Please state how many lines in the records below contain the word "highway", giving only the number.

______________________________

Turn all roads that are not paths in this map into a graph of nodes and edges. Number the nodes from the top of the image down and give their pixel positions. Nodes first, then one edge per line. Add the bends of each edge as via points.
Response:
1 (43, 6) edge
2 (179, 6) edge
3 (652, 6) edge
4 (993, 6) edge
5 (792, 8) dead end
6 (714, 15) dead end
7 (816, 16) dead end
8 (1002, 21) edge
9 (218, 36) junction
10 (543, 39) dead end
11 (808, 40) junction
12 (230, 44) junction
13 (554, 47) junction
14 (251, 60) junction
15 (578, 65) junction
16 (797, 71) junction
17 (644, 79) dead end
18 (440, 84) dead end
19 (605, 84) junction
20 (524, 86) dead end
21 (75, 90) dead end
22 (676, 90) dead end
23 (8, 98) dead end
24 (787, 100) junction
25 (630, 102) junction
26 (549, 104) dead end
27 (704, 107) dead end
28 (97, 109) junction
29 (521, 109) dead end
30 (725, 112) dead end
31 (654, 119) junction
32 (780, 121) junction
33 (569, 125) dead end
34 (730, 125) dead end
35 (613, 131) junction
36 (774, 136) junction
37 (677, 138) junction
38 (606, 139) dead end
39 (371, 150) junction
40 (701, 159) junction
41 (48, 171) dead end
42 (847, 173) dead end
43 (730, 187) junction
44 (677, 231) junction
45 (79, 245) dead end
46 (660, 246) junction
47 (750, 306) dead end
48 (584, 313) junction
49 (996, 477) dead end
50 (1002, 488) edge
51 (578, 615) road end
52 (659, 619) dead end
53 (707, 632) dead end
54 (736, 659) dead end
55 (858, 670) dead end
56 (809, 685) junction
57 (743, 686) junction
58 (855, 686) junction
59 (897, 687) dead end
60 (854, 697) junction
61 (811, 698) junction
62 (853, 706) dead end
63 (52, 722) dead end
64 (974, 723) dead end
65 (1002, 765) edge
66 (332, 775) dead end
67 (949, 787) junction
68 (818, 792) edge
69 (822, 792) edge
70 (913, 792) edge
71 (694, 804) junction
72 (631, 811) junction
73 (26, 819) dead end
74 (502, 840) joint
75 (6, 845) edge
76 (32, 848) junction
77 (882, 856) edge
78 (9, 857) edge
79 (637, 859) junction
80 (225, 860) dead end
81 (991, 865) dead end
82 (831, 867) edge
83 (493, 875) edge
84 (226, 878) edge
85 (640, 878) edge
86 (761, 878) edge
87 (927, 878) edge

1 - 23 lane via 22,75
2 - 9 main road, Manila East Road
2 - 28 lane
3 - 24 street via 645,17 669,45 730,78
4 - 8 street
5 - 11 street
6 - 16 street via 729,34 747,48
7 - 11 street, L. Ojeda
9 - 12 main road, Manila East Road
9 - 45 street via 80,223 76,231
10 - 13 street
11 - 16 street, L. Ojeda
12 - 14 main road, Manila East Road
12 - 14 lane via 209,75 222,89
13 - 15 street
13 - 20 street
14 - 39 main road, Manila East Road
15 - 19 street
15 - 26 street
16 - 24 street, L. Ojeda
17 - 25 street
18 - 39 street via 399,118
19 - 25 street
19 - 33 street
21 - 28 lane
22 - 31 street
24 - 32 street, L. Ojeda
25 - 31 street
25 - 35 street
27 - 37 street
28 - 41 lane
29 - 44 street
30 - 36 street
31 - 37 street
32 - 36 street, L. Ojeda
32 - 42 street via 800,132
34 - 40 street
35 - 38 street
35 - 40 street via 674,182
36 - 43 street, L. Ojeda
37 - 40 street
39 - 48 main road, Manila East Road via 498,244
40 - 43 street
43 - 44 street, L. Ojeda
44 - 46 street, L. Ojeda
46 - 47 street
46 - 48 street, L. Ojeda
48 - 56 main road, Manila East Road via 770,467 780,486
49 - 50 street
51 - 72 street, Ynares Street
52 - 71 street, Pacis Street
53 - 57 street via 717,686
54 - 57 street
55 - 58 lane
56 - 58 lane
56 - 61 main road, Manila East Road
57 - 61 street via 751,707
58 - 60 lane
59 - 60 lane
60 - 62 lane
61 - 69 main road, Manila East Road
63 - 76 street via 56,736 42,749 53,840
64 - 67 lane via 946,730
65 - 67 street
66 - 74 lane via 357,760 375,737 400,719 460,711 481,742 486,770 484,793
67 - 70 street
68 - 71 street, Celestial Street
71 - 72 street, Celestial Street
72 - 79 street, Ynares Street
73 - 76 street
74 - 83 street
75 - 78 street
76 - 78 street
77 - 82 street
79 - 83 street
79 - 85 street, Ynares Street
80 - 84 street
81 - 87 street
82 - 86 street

______________________________

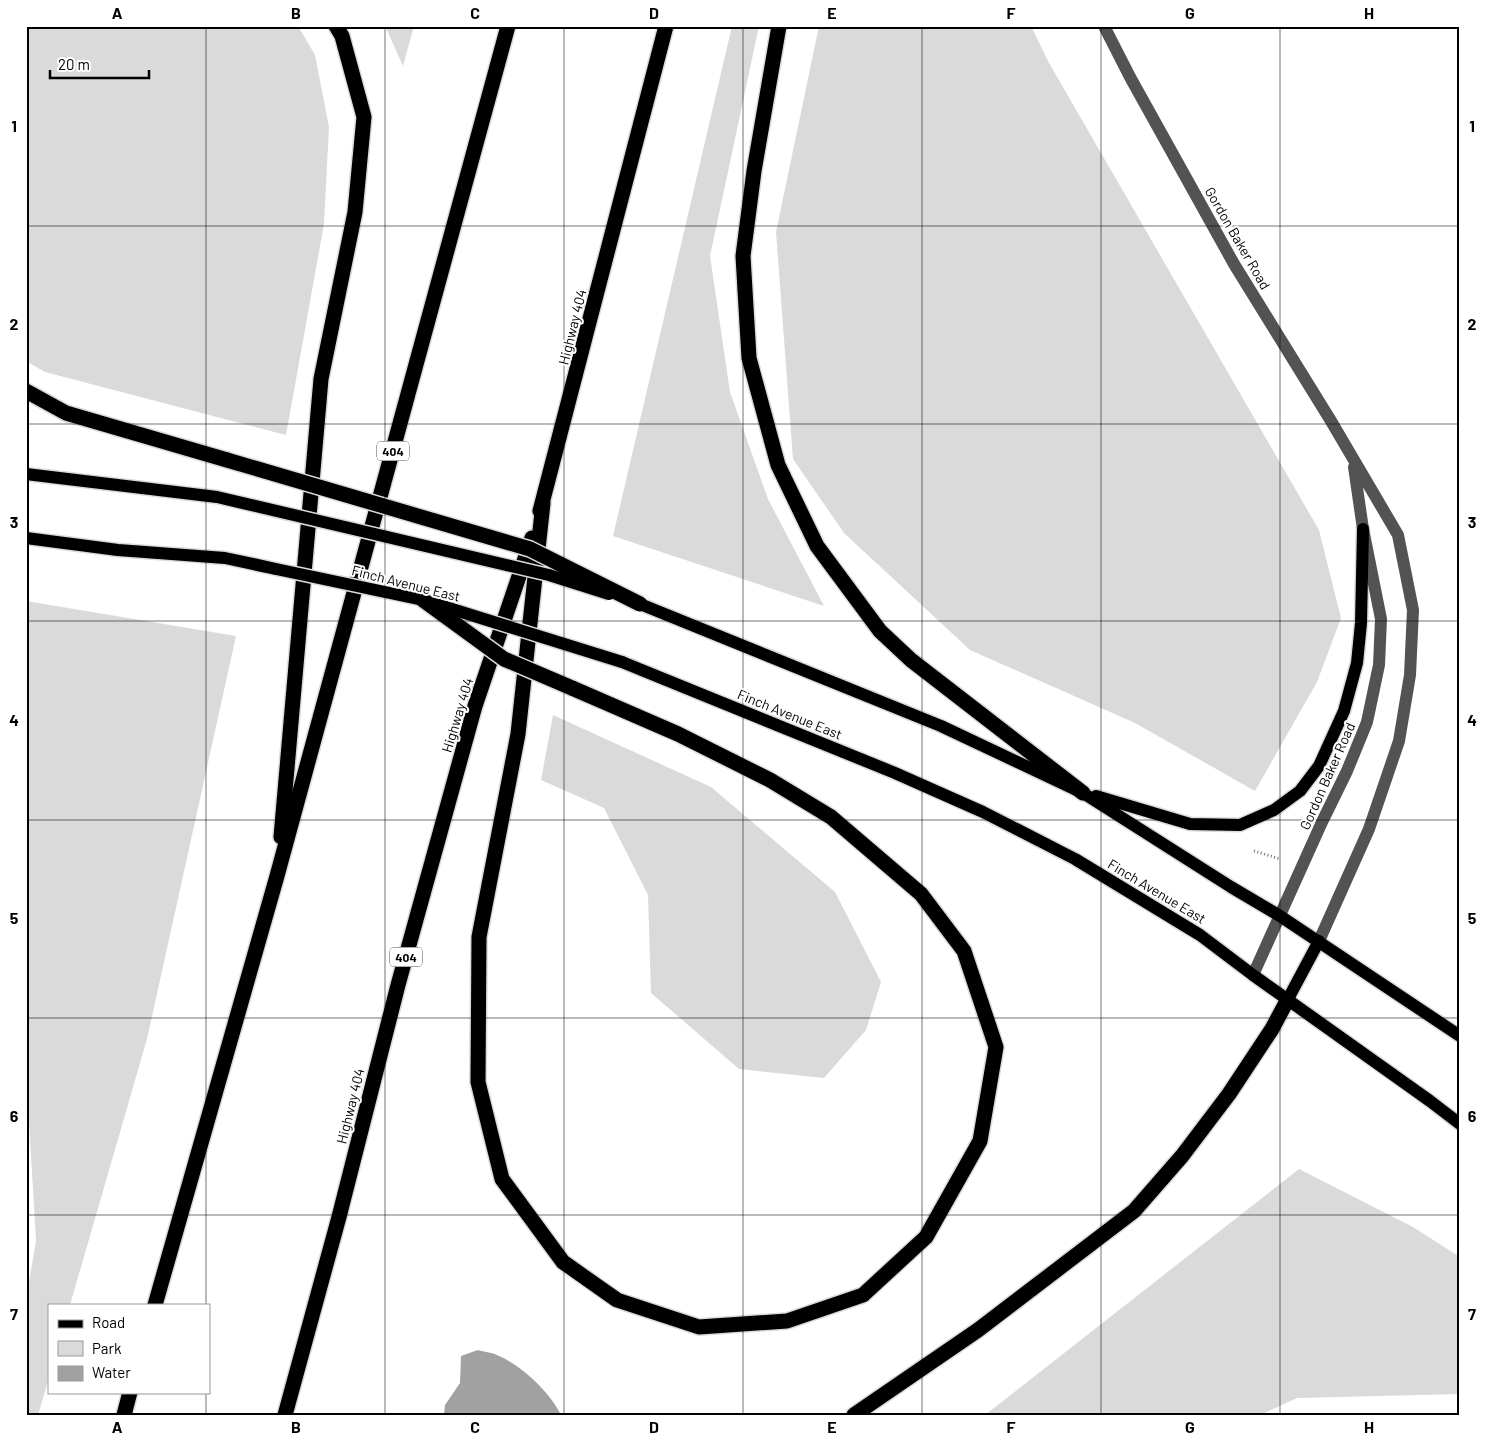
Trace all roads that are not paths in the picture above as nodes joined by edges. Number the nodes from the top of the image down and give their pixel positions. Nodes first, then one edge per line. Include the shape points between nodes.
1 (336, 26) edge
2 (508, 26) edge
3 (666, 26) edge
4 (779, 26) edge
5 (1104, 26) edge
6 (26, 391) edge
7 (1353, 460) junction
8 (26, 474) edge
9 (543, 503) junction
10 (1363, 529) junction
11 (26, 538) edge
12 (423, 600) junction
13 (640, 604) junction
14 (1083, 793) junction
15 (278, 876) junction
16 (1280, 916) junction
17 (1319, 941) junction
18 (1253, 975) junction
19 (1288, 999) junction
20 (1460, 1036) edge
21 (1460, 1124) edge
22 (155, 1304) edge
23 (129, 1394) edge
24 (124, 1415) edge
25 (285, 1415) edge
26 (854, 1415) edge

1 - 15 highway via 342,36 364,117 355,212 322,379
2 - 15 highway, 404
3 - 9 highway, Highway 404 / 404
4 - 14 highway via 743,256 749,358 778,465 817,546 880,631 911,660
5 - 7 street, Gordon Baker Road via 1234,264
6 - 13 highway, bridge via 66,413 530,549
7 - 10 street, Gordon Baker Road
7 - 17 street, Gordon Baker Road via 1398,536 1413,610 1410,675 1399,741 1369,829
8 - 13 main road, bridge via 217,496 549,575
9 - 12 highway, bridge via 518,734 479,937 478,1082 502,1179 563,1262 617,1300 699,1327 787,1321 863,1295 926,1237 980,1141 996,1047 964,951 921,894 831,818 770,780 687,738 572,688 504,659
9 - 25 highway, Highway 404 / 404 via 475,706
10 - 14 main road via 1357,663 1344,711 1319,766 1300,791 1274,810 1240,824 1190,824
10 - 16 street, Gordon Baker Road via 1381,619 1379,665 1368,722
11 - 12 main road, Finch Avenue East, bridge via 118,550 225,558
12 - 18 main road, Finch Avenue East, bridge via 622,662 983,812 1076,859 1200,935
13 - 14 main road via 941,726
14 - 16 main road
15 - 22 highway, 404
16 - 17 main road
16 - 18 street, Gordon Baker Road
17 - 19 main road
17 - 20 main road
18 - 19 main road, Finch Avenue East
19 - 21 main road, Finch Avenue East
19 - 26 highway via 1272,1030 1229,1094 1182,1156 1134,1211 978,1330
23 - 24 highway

______________________________

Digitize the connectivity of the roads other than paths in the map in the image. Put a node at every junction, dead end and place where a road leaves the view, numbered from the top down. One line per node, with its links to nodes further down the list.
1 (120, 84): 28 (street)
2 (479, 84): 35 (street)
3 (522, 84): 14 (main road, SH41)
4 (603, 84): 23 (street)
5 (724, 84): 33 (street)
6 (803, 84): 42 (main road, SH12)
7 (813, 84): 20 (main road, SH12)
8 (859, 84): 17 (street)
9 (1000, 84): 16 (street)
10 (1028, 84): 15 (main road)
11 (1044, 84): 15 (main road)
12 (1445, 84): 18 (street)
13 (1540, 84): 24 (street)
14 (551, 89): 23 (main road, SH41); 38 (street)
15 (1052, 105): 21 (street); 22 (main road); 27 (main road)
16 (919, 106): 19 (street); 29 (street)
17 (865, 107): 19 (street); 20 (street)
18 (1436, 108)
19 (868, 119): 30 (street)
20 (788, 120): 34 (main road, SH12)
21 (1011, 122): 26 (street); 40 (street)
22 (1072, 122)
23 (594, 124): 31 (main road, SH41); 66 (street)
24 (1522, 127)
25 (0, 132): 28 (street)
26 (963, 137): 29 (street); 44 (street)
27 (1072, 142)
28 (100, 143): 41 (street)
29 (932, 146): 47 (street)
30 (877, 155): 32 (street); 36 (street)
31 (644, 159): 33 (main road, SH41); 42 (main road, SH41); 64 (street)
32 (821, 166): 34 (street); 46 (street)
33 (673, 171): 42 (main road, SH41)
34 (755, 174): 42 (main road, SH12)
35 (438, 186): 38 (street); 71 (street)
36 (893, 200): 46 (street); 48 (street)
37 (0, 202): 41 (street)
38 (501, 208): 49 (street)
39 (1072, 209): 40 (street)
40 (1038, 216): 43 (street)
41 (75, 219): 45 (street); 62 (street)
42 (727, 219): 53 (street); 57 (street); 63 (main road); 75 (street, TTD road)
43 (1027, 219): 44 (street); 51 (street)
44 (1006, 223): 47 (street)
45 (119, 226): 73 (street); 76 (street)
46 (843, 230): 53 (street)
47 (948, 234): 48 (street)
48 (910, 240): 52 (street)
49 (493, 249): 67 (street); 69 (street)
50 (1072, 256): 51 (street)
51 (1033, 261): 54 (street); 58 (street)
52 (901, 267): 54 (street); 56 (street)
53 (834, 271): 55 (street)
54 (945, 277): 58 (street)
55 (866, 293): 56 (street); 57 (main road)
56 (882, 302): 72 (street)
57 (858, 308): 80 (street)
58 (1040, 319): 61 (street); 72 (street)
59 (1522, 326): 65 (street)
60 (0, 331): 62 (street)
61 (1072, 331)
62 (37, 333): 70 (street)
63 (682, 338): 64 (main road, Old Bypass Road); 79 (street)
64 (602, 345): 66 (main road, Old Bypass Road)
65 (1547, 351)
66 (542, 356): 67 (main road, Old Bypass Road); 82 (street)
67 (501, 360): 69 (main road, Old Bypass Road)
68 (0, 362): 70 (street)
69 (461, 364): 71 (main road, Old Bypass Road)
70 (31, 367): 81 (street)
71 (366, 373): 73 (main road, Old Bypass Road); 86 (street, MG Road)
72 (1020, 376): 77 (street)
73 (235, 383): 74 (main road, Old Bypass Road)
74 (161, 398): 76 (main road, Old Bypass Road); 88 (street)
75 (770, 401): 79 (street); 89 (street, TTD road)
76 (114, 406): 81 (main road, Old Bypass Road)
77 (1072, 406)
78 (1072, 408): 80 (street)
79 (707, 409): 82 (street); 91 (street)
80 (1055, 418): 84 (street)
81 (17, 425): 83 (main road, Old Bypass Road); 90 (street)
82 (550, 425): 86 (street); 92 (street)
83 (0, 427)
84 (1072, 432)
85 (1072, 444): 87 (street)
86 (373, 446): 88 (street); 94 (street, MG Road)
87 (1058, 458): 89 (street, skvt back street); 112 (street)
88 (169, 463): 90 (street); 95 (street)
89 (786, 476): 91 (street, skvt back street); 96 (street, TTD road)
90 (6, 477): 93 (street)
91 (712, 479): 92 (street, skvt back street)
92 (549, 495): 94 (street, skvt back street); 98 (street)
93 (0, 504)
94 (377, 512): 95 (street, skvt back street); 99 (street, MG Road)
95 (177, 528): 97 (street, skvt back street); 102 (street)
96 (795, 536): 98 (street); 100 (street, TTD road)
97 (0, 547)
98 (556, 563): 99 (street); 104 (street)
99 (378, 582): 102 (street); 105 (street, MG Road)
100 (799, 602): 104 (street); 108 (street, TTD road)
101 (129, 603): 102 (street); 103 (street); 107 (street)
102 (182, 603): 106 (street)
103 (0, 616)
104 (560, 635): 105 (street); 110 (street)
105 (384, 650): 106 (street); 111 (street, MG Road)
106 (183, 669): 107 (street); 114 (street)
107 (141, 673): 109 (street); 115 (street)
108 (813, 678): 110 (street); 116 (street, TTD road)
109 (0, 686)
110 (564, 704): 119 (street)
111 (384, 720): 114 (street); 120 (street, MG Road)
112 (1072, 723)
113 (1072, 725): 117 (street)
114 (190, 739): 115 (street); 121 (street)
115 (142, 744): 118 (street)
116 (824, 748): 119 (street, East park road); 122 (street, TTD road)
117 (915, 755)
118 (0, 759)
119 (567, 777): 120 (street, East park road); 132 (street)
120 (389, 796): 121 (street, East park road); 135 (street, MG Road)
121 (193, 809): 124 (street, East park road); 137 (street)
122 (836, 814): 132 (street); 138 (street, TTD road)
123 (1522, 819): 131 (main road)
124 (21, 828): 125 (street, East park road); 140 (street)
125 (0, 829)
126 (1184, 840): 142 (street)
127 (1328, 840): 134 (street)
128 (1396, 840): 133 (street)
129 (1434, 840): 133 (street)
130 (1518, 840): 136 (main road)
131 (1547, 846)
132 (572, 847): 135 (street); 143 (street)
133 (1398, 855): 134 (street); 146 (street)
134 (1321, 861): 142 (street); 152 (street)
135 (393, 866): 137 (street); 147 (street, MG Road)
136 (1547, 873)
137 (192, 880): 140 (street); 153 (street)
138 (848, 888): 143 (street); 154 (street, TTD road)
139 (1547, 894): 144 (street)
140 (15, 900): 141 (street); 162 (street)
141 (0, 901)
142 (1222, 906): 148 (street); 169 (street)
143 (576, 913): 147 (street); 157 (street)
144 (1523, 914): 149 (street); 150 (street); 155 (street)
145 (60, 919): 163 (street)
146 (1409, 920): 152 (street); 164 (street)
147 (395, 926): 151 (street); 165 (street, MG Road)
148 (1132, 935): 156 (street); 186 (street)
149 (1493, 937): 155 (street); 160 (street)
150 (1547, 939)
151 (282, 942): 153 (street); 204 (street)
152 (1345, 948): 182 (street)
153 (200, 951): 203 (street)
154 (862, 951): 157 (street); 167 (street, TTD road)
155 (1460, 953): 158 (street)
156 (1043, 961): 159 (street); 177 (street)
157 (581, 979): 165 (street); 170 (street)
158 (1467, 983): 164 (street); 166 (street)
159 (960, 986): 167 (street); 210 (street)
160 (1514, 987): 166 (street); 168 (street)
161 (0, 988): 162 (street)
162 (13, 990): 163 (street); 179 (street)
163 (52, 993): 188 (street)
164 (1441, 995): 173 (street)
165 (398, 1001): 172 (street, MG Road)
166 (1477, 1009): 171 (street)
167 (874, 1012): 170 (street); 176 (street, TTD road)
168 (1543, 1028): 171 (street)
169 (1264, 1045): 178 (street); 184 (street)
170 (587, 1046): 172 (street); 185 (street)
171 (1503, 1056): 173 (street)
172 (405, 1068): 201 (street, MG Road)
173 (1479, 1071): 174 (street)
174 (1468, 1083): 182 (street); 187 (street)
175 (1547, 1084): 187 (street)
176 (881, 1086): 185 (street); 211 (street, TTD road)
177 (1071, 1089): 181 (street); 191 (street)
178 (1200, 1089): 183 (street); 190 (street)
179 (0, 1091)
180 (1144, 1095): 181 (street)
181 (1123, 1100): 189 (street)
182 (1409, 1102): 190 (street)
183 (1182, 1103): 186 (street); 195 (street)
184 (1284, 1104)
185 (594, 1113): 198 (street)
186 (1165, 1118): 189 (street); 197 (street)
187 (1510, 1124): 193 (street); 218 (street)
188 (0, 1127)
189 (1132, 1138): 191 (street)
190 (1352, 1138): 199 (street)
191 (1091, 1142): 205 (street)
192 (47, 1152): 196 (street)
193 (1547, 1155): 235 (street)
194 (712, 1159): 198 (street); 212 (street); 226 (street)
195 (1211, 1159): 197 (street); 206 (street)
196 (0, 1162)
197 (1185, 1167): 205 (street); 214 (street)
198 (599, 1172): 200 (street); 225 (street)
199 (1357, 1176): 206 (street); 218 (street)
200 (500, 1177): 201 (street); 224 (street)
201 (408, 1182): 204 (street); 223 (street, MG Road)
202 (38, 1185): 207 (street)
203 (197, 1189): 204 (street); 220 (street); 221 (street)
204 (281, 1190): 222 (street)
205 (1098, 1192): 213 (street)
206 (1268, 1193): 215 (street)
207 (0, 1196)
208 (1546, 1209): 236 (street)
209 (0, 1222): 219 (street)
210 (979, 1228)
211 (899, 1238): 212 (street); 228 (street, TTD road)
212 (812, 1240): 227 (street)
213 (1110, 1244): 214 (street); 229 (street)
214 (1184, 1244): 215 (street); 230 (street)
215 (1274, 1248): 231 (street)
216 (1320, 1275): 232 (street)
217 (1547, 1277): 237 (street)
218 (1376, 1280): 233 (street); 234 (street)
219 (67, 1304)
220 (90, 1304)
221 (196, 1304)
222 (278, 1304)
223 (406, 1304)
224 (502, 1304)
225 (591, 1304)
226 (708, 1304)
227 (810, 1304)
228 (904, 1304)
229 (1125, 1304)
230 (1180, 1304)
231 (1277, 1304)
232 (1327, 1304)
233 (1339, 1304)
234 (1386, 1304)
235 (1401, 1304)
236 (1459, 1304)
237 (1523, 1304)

______________________________

> [Solution for this exercise] 10